### Aim of the exercise
Which lines below include the string "thumb"? Please show each one.

### Record excerpts
>>>

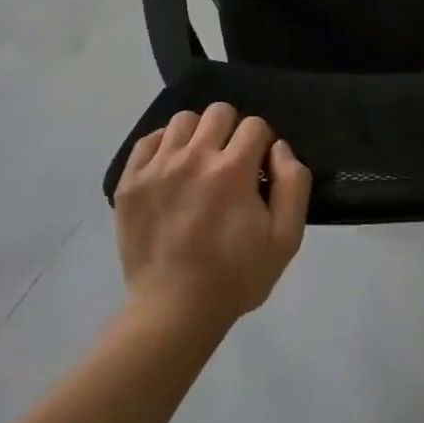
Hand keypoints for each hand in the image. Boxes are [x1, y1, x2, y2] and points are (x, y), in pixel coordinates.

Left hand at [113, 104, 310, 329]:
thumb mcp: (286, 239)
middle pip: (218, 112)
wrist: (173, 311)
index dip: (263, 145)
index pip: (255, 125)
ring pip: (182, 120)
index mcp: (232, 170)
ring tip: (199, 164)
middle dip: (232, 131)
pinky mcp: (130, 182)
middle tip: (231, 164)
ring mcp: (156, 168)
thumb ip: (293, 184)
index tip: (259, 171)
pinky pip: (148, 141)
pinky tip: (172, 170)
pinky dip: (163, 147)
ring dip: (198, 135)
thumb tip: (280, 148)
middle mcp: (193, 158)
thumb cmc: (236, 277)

<<<
>>>

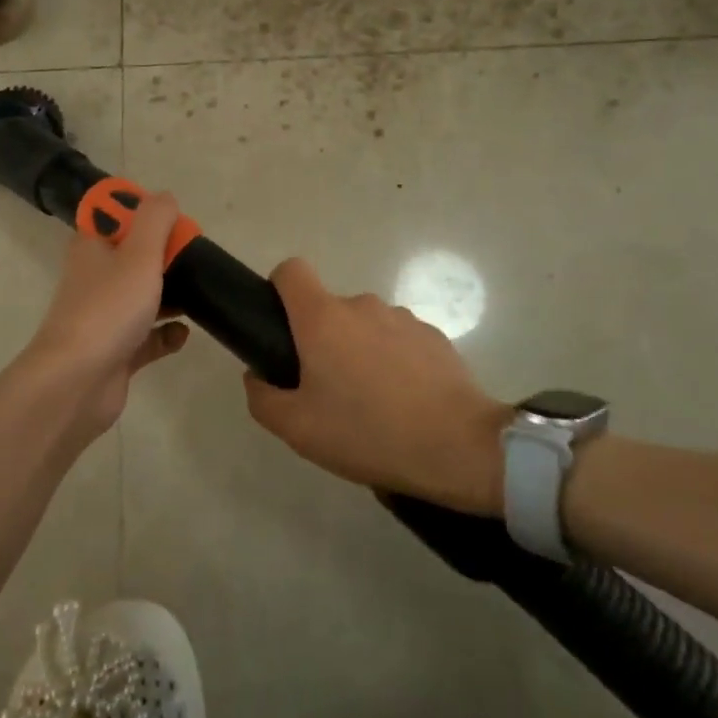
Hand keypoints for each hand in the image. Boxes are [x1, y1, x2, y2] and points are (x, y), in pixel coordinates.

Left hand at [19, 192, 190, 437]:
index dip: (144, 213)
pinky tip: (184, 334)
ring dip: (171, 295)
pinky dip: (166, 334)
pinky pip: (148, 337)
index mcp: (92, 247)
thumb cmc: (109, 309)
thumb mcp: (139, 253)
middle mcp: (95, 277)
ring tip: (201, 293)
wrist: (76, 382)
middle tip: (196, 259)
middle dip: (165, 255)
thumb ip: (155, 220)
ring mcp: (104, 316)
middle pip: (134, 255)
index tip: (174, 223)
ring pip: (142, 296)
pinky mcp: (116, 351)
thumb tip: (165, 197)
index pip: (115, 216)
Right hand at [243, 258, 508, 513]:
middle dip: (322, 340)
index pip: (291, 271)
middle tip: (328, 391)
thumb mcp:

<<<
>>>

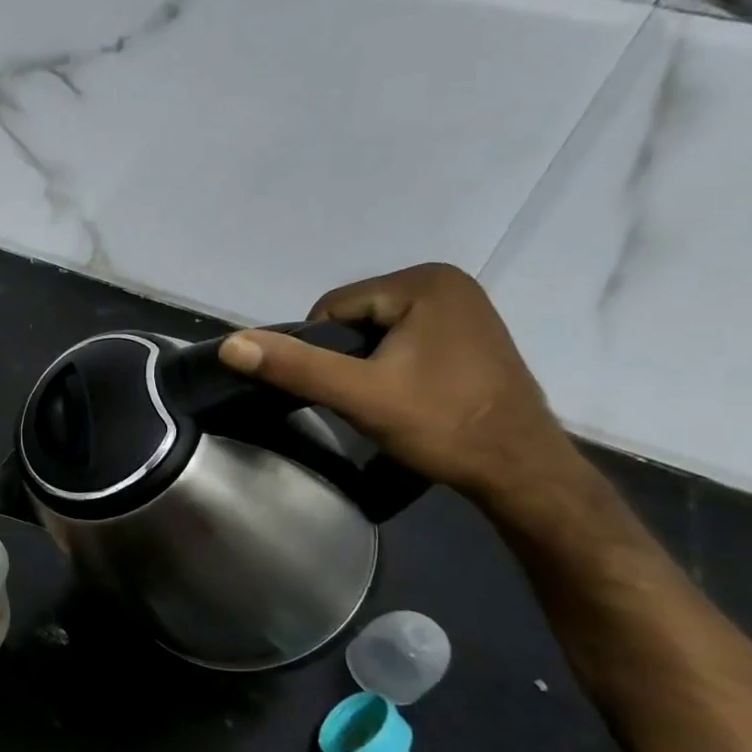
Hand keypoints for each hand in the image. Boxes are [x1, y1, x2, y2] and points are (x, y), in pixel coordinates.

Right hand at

<<<

### Solution
thumb mcp: (286, 239)
thumb ip: (293, 184)
thumb tip: (280, 148)
thumb cmc: (236, 277)
thumb cmc: (109, 309)
thumb mcp: (139, 253)
thumb ip: (155, 220)
thumb tip: (165, 197)
thumb mcp:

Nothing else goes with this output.